▸ **Exercise description**
Where does the string "Zacatecas" appear in the records? Copy every line that contains it.

----

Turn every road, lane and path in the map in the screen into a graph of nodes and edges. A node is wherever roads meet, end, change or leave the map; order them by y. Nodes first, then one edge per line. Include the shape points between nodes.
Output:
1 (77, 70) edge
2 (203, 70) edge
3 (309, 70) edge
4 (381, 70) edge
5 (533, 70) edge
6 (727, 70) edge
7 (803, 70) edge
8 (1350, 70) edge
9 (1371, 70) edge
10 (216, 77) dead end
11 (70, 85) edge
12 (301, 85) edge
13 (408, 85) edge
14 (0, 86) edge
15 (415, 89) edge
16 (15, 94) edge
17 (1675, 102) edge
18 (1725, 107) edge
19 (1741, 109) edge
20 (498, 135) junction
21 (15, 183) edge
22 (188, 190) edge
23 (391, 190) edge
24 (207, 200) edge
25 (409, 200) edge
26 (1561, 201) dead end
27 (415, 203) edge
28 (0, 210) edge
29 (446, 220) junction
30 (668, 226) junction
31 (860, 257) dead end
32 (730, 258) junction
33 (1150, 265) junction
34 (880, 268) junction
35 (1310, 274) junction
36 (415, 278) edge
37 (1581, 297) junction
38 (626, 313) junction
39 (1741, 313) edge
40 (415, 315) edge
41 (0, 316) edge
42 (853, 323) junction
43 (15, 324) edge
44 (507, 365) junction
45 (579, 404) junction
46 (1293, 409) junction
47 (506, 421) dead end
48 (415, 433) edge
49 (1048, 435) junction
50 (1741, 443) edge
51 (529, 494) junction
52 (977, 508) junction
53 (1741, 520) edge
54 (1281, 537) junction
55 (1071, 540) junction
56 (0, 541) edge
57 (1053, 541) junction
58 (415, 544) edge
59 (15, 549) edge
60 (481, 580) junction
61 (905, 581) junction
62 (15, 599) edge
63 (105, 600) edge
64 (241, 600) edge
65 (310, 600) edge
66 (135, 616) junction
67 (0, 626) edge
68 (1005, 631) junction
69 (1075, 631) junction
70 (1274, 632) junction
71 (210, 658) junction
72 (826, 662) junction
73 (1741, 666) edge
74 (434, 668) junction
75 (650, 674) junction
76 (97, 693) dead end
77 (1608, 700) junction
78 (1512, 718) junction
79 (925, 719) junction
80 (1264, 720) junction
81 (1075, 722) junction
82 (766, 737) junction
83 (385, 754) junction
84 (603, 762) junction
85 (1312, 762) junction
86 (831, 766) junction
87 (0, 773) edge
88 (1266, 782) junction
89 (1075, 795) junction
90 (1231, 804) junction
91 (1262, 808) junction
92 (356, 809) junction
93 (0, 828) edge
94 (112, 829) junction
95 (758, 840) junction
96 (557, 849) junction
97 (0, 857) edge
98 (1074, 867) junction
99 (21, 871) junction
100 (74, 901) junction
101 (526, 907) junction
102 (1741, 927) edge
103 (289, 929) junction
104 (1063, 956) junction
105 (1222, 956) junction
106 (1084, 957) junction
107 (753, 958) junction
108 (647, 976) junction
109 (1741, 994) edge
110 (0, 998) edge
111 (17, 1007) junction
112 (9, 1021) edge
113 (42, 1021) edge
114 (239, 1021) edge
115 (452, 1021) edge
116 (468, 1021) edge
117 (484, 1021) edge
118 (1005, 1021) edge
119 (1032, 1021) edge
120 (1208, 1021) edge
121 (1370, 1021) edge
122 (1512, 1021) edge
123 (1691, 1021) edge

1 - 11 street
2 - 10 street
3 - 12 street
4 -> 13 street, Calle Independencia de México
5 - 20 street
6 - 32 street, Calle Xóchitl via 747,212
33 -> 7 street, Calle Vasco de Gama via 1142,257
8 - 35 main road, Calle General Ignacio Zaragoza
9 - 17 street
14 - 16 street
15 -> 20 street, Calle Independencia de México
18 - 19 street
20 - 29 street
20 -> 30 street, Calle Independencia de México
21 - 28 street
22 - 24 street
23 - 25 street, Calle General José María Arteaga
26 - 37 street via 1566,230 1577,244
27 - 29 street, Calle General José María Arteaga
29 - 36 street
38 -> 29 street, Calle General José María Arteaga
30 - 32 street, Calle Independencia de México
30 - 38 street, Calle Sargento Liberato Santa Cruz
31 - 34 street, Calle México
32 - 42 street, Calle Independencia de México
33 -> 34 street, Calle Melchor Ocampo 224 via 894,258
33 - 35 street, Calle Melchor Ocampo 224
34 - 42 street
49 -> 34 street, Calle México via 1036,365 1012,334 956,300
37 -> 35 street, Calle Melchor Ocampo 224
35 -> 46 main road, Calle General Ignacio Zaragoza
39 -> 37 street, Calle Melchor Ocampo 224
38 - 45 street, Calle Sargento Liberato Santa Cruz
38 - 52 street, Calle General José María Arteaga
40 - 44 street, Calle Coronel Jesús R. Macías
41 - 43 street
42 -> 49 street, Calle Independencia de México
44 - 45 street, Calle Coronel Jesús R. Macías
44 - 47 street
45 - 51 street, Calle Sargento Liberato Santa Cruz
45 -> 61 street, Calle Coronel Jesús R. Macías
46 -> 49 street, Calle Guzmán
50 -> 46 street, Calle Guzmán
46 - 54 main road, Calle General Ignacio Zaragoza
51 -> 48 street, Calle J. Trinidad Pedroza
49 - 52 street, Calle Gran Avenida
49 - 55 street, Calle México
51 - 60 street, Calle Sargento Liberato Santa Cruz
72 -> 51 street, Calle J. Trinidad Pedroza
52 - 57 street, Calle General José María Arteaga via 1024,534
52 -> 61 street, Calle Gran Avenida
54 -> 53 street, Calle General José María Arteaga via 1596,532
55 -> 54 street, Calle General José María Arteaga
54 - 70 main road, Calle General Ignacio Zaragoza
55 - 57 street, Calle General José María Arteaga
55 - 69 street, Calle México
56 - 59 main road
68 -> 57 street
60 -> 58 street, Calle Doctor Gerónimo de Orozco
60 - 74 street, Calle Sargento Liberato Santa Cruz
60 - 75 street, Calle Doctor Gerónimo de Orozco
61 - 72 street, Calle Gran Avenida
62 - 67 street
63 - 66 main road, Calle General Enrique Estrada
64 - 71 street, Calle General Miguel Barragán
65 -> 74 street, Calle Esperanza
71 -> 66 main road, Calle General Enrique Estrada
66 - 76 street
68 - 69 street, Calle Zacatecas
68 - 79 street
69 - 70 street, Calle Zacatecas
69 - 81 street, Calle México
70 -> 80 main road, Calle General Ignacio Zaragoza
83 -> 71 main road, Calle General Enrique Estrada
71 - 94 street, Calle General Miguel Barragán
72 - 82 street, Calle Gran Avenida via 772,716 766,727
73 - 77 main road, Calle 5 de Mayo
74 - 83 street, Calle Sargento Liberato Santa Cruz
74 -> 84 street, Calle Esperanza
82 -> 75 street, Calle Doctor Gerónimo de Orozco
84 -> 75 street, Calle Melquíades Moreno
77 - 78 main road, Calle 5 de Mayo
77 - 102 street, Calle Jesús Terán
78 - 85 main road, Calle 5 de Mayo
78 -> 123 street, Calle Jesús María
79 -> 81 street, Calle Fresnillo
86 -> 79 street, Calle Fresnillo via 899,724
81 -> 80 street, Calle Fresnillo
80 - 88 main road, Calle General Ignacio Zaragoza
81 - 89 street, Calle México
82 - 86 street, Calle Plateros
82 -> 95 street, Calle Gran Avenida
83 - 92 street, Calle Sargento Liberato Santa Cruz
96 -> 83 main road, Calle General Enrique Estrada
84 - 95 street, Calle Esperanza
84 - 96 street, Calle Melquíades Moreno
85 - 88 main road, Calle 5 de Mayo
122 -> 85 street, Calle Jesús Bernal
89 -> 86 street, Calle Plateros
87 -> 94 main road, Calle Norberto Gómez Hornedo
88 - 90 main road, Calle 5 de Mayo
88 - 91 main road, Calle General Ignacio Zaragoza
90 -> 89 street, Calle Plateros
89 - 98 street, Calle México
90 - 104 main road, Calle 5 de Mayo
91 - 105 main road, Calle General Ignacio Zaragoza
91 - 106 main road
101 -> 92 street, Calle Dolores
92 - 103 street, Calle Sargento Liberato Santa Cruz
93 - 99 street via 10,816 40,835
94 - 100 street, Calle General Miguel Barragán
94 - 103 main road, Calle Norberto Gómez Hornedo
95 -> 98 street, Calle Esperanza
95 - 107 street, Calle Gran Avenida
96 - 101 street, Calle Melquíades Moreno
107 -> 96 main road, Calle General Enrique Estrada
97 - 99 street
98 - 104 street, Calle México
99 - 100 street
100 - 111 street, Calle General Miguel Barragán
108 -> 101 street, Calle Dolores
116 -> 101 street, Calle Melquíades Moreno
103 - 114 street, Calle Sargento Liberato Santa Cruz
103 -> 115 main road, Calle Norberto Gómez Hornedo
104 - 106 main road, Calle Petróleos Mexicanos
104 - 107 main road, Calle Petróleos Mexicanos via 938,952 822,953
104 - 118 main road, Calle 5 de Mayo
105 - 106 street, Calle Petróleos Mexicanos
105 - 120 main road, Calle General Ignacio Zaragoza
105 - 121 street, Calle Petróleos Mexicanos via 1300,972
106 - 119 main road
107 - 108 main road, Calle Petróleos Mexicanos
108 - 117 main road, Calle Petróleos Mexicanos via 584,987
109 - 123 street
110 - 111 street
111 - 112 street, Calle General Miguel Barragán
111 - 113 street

----

▸ **Expected answer**
68 - 69 street, Calle Zacatecas
69 - 70 street, Calle Zacatecas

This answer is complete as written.